#### Task to carry out
Check each line of the data for "middle", and copy the ones that have it.

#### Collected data

=== Begin Enclosure ===

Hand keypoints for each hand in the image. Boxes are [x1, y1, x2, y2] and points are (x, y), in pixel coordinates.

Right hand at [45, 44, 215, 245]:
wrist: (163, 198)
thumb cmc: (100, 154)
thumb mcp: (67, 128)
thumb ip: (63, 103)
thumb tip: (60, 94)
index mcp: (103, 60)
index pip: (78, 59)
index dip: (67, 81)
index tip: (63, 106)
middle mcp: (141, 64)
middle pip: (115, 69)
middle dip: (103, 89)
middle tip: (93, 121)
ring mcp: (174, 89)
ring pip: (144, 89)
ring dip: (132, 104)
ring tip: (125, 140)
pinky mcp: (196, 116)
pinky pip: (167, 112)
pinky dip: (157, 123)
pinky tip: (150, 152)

=== End Enclosure ===
=== Begin Enclosure ===

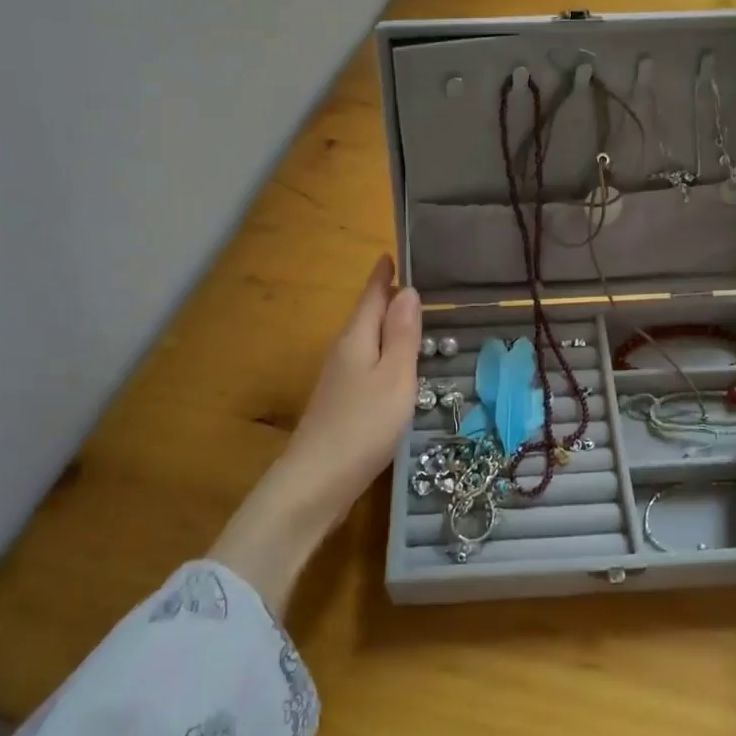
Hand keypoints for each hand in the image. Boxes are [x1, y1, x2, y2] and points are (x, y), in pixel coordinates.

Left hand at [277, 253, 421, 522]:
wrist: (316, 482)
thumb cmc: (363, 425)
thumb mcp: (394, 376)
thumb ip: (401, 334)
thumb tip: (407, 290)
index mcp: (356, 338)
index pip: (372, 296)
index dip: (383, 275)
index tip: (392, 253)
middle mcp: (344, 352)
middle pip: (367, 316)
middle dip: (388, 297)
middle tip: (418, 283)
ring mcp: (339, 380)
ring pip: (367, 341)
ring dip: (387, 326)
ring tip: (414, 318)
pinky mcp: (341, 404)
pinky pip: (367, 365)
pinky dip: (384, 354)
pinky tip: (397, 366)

=== End Enclosure ===

#### Finished exercise
middle mcp: (141, 64)
middle pip: (115, 69)
middle dip: (103, 89)
middle tip: (93, 121)
middle mcp: (344, 352)
middle pip: (367, 316)
middle dip: (388, 297)
middle tip: (418, 283)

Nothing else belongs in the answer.